O mínimo que espera-se, então, desta democracia capenga, é que apresente as propostas, de forma clara, através dos debates. Se já somos alienados nas principais decisões no que tange a vida pública, que, ao menos, seja exposto claramente o programa político de cada um que almeja nos representar doravante. Não resta dúvida de que, para isso, é preciso que haja debates.
Portanto, definitivamente o debate não é secundário ao povo. Mas é óbvio que não é prioritário à candidatura de Bolsonaro, ao contrário, o debate é rejeitado pelo mesmo e com razão! Pois é no debate que melhor mostrou-se o completo despreparo de Bolsonaro. Sem conseguir apresentar o mínimo de conhecido sobre as principais questões sociais e como resolvê-las, Bolsonaro apelava para a suposta ditadura gayzista e comunista em ascensão ou coisa parecida. Mas não só isso. Era expressiva sua burrice ao falar de qualquer tema, com falas absurdas e que não apresentavam um programa de governo sólido.
Se para fazer um debate com oito candidatos, com poucas falas de cada um, Bolsonaro precisava escrever na mão, imagina o que aconteceria com ele sozinho num debate contra Haddad. Por isso, sua estratégia é se abster deste confronto e reduzir sua candidatura à falatório unilateral, no conforto de sua casa, via transmissão online nas redes sociais. Para não mencionar o financiamento indevido de sua campanha por setores privados, como revelado há alguns dias. Ou para não entrar nas minúcias dos danos prejudiciais das fake news que sustentam sua candidatura, inclusive, promovida pelo próprio candidato e seu partido, como a suposta irregularidade nas urnas.

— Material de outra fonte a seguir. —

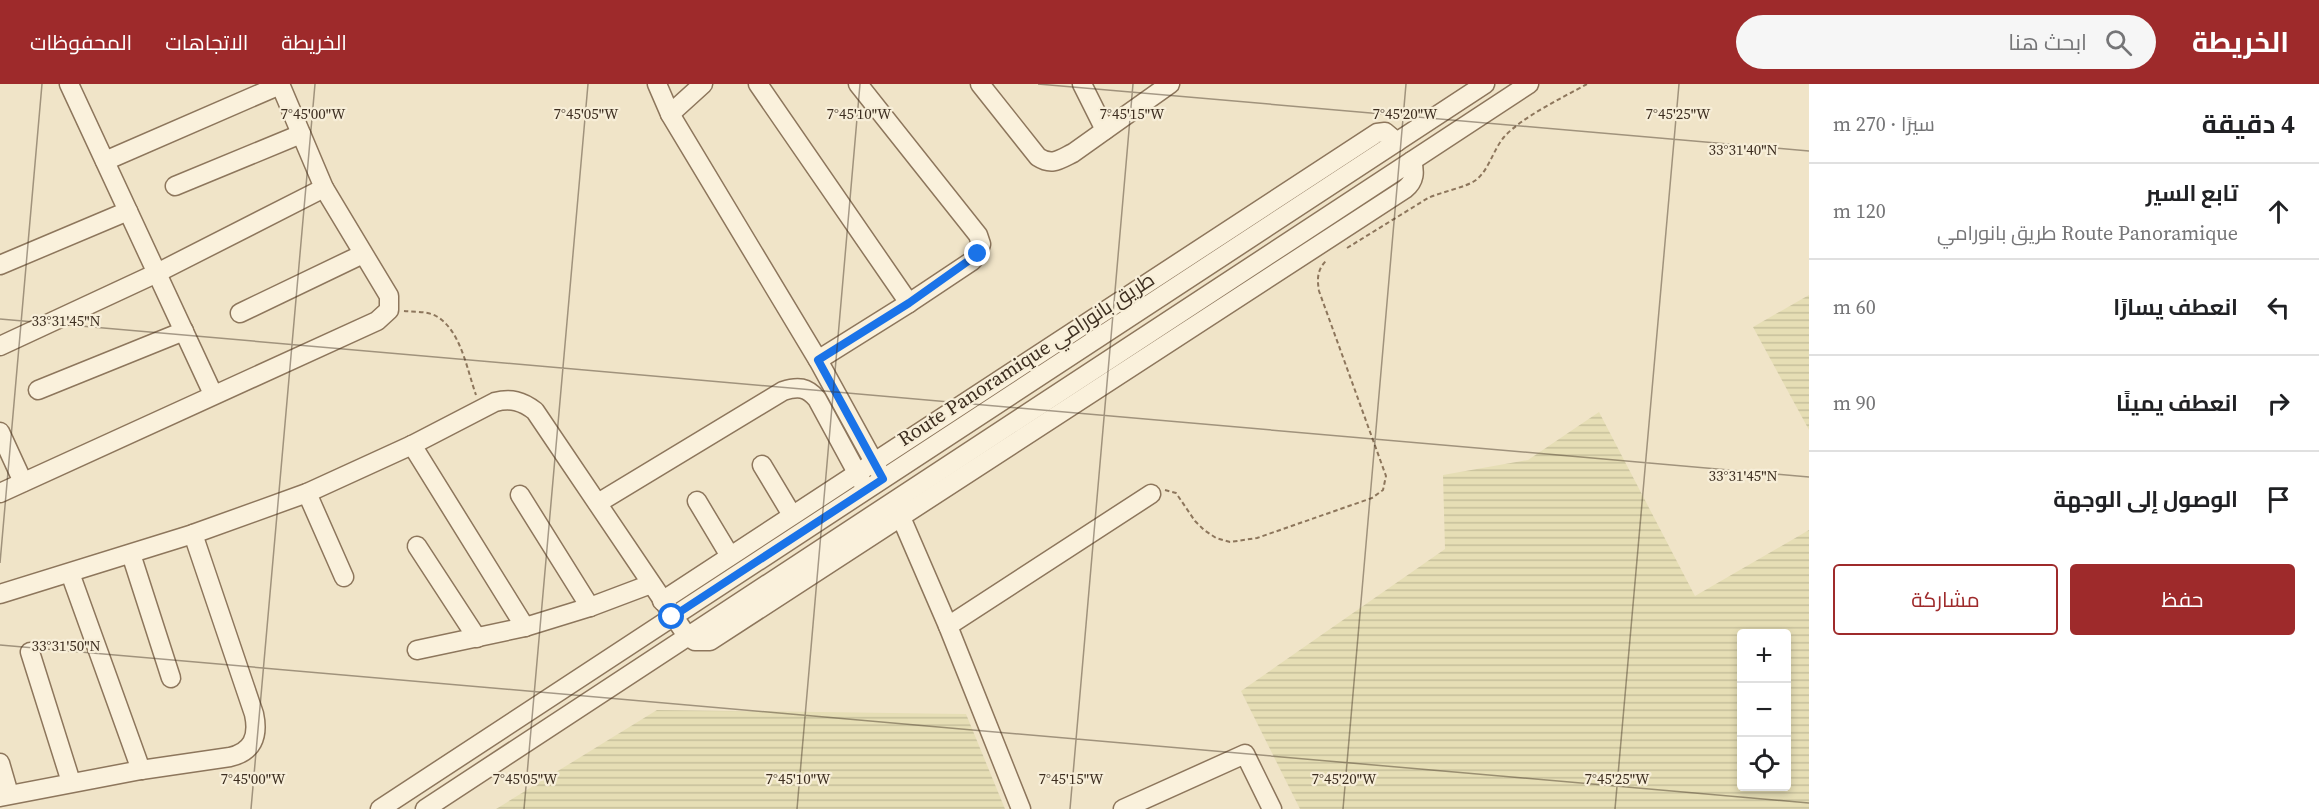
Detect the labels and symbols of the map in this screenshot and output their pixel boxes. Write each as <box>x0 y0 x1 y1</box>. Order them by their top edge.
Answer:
text: 7°45'00"W <box>281 103 346 124</box>
text: 7°45'05"W <box>554 103 619 124</box>
text: 7°45'10"W <box>827 103 892 124</box>
text: 7°45'15"W <box>1100 103 1165 124</box>
text: 7°45'20"W <box>1373 103 1438 124</box>
text: 7°45'25"W <box>1646 103 1711 124</box>
text: 33°31'40"N <box>1708 139 1778 160</box>
route end <box>964 240 990 266</box>
street label: Route Panoramique طريق بانورامي <box>892 265 1161 454</box>
text: 33°31'45"N <box>31 310 101 331</box>
text: 33°31'45"N <box>1708 465 1778 486</box>
route start <box>658 603 684 629</box>
text: 33°31'50"N <box>31 635 101 656</box>
text: 7°45'00"W <box>221 768 286 789</box>
text: 7°45'05"W <box>493 768 558 789</box>
text: 7°45'10"W <box>766 768 831 789</box>
text: 7°45'15"W <box>1039 768 1104 789</box>
text: 7°45'20"W <box>1312 768 1377 789</box>
text: 7°45'25"W <box>1585 768 1650 789</box>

Sua estratégia é manter-se no terreno seguro de votos, nos meios virtuais e por meio de mentiras. Sua candidatura está se criando e consolidando com a ausência dos debates e da apresentação clara das propostas. Seu plano tem sido desviar da necessidade de fazer algo crucial para nossa frágil democracia: posicionar-se nitidamente sobre as principais questões sociais. Em outras palavras, a estratégia de Bolsonaro tem sido fazer o povo de idiota!
*O texto é de inteira responsabilidade da autora e pode não refletir a opinião do Jornal.